Column d is DATE, column t is time, column v is, for example, INT. Let's say I need all the values recorded after 15:00 of 01 Feb 2012 and on. If I write

SELECT * FROM `mytable` WHERE `d` > '2012-02-01' AND `t` > '15:00'

all the records made before 15:00 at any date are going to be excluded from the result set (as well as all made at 2012-02-01) while I want to see them. It seems it would be easy if there were a single DATETIME column, but there are separate columns for date and time instead in the case of mine.

The best I can see now is something like

SELECT * FROM `mytable` WHERE `d` >= '2012-02-02' OR (`d` = '2012-02-01' AND `t` > '15:00')

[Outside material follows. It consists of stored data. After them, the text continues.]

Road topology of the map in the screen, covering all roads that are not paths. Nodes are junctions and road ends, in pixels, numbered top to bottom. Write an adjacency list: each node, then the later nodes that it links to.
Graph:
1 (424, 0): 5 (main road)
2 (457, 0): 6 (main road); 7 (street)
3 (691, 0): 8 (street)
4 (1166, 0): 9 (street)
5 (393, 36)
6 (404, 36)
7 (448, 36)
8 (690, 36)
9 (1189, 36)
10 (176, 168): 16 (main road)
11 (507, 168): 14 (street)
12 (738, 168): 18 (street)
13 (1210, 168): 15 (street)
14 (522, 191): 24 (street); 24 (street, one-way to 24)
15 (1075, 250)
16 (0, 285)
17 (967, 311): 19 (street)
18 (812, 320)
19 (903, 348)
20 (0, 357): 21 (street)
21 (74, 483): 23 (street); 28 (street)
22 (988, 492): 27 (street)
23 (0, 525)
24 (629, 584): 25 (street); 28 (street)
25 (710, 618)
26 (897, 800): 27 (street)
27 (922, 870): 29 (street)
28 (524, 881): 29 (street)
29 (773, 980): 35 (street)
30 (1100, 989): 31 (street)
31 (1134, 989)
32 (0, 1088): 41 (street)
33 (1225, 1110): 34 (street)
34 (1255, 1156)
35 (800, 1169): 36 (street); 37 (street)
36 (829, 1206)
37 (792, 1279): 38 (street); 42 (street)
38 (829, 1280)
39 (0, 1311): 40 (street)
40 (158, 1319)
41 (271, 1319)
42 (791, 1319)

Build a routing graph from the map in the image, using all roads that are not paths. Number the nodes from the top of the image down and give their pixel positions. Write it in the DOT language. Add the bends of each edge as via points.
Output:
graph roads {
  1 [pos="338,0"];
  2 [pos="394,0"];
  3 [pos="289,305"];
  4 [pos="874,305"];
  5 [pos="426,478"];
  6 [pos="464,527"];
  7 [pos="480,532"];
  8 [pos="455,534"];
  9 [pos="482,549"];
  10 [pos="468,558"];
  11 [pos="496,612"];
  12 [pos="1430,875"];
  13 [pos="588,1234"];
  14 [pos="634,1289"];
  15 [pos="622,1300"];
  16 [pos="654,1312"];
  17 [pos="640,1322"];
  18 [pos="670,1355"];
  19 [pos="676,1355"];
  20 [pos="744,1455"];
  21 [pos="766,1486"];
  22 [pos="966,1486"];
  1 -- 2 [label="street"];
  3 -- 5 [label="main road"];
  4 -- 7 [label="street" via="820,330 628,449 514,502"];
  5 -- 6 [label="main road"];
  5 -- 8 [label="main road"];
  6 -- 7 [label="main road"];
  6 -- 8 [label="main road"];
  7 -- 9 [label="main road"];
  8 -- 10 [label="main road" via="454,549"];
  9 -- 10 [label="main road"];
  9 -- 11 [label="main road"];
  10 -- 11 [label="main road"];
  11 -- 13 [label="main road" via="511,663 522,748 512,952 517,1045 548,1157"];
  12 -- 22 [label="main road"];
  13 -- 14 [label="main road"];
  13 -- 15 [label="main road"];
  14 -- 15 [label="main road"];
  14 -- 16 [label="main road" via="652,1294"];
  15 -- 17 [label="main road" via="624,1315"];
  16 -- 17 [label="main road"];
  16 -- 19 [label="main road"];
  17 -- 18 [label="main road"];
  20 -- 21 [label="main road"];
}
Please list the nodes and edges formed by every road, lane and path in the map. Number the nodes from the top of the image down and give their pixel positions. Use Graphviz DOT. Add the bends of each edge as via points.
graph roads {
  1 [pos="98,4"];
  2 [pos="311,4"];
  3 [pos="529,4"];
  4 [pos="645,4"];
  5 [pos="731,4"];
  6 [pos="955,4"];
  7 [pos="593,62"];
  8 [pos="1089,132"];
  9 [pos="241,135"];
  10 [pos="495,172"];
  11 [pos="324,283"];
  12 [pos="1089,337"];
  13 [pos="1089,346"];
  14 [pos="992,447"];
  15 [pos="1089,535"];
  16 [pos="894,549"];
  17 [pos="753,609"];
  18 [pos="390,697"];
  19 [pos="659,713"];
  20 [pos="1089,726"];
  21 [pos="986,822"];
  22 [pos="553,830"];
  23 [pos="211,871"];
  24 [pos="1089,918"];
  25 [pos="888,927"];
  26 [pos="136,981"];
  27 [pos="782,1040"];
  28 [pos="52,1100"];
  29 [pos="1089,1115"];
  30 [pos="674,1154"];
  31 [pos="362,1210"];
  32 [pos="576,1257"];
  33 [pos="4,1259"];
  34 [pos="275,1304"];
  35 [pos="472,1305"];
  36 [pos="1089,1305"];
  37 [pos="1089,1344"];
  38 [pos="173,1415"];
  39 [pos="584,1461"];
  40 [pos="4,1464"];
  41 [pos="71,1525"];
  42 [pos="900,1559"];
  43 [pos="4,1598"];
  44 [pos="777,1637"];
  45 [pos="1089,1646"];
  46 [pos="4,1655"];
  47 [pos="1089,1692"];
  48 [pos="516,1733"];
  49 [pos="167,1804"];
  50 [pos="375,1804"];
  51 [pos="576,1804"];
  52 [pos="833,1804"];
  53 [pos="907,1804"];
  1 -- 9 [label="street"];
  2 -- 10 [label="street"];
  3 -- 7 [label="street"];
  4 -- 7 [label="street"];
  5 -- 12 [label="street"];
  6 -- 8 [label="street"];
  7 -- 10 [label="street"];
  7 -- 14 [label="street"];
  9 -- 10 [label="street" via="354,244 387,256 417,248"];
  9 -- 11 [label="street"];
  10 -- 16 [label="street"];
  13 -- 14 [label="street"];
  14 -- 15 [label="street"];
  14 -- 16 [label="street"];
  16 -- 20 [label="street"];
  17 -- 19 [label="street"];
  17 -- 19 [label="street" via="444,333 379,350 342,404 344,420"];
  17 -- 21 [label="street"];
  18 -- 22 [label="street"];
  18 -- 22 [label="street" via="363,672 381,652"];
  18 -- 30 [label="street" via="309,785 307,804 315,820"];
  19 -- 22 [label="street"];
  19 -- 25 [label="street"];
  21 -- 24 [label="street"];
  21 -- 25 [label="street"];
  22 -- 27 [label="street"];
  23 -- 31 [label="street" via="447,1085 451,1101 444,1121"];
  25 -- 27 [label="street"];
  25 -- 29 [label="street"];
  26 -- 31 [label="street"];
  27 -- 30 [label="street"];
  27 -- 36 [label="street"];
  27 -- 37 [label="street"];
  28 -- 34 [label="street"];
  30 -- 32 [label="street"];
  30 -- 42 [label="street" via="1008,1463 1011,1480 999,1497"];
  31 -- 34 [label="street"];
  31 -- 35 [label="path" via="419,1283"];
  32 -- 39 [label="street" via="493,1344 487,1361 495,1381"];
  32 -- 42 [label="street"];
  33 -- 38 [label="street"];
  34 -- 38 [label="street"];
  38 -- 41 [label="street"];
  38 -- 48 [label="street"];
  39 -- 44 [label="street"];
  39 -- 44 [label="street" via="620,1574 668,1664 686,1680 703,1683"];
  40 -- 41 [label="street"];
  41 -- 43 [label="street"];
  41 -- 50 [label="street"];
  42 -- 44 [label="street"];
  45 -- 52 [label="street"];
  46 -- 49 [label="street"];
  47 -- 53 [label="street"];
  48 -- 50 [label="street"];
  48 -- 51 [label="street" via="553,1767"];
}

Any better ideas? Maybe there is a function for this in MySQL? Isn't there something like

SELECT * FROM `mytable` WHERE DateTime(`d`, `t`) > '2012-02-01 15:00'

possible?

like image 569
Ivan Avatar asked Feb 08 '12 03:02

Ivan


2 Answers

You can use the mysql CONCAT() function to add the two columns together into one, and then compare them like this:

SELECT * FROM `mytable` WHERE CONCAT(`d`,' ',`t`) > '2012-02-01 15:00'
like image 133
Brian Glaz Avatar answered Oct 06 '22 14:10

Brian Glaz


The TIMESTAMP(expr1,expr2) function is explicitly for combining date and time values:

With a single argument, this function returns the date or datetime expression expr as a datetime value. With two arguments, it adds the time expression expr2 to the date or datetime expression expr1 and returns the result as a datetime value.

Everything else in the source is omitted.